**What the task asks**
Search the records for the word "paths" and copy each line in which it appears.
--- The input ---
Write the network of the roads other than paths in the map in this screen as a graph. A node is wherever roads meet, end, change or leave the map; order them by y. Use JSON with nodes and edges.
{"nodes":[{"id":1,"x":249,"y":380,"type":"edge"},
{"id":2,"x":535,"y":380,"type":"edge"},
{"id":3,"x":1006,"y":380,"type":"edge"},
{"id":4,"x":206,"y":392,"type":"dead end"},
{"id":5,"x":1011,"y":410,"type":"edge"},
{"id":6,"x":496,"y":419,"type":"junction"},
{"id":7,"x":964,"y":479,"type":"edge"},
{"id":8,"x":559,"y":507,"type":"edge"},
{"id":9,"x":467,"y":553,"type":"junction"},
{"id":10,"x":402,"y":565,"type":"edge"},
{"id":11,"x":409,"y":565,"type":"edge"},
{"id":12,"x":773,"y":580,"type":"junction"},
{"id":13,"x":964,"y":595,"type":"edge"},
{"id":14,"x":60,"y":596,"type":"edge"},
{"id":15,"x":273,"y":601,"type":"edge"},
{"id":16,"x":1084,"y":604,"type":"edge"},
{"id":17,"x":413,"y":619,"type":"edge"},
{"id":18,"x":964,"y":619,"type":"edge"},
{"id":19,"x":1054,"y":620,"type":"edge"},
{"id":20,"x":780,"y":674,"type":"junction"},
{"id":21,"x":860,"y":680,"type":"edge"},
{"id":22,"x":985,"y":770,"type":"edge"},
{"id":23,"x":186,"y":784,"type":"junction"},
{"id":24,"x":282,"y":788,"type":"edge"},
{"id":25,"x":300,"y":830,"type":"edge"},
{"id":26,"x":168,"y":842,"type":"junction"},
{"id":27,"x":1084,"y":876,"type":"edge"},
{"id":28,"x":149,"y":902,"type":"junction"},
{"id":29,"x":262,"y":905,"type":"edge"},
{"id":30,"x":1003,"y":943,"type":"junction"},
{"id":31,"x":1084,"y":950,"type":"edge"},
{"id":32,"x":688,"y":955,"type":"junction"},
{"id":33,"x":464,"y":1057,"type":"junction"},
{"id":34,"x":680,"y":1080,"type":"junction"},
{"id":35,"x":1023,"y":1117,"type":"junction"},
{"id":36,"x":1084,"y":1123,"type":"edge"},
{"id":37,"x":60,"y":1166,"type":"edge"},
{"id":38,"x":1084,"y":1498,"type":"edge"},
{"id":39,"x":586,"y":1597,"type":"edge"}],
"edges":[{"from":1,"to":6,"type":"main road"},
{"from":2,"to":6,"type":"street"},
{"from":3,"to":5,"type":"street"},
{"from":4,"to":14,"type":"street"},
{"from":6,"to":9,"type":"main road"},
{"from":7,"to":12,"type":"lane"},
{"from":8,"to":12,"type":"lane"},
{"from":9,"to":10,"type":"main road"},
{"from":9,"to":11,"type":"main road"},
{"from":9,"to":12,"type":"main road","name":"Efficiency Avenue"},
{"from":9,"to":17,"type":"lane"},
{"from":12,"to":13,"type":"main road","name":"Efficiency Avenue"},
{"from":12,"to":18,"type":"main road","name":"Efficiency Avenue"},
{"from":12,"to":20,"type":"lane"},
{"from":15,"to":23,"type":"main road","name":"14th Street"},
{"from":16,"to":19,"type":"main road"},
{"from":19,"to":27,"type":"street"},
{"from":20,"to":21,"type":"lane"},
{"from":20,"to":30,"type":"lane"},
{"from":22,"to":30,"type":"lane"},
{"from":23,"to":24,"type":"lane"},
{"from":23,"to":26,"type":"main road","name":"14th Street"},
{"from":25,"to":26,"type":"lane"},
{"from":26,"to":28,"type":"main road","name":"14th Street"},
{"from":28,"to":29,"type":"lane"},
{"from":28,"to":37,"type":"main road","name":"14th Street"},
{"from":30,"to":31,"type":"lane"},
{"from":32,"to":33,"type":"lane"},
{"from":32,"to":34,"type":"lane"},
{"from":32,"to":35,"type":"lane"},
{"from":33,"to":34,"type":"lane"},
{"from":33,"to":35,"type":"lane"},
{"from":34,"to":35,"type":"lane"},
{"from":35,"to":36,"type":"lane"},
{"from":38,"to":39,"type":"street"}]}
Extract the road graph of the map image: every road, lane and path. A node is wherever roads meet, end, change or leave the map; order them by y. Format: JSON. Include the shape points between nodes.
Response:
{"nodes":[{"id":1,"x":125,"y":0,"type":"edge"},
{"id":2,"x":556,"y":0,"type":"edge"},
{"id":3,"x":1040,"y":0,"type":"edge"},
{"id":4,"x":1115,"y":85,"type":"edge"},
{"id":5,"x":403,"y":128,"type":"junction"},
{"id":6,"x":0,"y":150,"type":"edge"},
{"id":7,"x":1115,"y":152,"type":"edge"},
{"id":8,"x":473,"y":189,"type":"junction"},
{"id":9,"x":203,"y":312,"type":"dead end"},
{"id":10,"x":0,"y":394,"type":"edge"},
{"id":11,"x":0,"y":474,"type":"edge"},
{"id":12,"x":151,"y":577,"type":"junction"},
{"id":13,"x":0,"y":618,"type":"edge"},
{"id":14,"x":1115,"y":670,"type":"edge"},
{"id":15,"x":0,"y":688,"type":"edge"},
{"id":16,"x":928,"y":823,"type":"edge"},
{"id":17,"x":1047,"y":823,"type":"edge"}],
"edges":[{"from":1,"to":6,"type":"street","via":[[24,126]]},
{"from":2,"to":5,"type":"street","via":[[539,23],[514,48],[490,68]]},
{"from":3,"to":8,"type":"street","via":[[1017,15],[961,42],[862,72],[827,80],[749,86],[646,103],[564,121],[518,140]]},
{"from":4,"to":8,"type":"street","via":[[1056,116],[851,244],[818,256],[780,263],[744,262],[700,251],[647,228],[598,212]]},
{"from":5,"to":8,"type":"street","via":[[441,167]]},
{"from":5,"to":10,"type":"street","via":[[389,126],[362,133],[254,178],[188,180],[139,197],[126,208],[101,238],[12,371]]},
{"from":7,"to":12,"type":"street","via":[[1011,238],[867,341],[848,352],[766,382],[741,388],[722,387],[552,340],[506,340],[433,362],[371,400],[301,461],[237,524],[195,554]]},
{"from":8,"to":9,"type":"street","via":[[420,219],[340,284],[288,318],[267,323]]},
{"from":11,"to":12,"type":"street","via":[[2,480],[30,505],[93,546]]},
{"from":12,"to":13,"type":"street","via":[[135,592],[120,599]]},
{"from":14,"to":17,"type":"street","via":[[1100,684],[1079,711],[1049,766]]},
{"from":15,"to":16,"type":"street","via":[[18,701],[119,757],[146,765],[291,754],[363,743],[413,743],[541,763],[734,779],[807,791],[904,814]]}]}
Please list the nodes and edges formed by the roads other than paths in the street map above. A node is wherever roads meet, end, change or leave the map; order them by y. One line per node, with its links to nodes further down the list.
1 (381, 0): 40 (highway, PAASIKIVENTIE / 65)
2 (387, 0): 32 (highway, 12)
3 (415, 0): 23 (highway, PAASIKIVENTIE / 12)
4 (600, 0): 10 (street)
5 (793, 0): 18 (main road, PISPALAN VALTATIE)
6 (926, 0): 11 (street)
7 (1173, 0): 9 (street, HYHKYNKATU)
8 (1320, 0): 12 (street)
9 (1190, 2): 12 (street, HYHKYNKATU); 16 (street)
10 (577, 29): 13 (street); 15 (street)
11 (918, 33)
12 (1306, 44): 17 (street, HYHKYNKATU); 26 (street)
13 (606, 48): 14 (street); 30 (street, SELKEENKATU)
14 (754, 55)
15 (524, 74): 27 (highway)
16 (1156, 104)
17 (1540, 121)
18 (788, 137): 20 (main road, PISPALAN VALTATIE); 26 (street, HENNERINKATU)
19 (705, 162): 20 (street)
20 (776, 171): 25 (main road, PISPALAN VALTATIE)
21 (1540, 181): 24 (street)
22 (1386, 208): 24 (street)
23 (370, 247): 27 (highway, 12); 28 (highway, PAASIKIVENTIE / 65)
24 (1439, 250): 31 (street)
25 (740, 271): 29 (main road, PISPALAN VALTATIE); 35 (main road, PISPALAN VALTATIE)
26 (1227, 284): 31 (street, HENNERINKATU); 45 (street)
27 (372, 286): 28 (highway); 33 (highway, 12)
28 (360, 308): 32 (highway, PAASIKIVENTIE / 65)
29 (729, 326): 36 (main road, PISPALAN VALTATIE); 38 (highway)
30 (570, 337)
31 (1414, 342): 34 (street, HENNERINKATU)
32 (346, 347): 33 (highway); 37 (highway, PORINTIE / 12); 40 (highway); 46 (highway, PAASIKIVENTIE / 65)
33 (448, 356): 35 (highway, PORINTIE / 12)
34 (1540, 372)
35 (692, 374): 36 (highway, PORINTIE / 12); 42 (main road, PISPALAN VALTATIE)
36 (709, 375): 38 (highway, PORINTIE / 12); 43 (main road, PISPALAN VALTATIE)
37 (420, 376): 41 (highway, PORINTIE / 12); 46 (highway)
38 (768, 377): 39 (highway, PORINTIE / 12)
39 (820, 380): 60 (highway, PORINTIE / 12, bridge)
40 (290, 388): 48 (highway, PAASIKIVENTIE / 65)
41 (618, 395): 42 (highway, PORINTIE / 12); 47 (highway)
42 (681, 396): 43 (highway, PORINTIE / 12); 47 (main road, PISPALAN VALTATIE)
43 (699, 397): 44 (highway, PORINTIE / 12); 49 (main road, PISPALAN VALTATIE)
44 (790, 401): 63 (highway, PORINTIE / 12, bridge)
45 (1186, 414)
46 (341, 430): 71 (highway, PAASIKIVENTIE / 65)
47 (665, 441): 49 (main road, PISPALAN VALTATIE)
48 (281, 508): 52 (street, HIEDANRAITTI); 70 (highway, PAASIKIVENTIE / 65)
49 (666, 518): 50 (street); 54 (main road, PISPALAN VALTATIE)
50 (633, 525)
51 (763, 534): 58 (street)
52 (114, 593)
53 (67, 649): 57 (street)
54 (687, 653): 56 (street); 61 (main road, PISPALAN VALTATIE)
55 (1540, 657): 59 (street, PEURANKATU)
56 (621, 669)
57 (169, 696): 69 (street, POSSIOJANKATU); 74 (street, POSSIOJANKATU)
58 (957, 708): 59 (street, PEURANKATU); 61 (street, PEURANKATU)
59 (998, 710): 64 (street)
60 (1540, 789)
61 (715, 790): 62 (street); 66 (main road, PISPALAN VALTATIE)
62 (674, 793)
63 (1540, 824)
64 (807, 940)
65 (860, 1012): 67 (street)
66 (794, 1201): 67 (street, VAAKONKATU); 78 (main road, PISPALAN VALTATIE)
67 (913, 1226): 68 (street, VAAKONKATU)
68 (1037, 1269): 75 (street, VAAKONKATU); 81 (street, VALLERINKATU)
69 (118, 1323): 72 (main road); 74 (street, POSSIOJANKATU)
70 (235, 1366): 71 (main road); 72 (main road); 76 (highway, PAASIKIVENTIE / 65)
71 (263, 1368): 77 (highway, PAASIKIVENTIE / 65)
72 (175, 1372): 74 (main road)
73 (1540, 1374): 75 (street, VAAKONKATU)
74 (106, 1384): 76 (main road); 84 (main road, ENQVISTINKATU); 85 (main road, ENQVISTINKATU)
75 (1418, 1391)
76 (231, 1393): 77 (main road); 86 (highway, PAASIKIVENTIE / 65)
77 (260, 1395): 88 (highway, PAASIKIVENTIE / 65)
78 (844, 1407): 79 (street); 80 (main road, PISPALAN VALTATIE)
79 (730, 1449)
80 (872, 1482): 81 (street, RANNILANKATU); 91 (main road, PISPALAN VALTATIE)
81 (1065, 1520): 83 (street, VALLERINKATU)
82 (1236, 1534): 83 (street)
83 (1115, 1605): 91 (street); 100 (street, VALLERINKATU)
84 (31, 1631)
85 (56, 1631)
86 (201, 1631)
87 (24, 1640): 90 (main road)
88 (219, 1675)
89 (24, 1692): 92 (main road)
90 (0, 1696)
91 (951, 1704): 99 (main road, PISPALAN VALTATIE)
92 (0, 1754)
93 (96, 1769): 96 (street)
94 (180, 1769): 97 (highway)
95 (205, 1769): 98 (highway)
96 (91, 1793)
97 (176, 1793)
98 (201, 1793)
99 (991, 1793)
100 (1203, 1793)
---
**Solution to the exercise**
Write the network of the roads other than paths in the map in this screen as a graph. A node is wherever roads meet, end, change or leave the map; order them by y. Use JSON with nodes and edges.
Please list the nodes and edges formed by the roads other than paths in the street map above. A node is wherever roads meet, end, change or leave the map; order them by y. One line per node, with its links to nodes further down the list.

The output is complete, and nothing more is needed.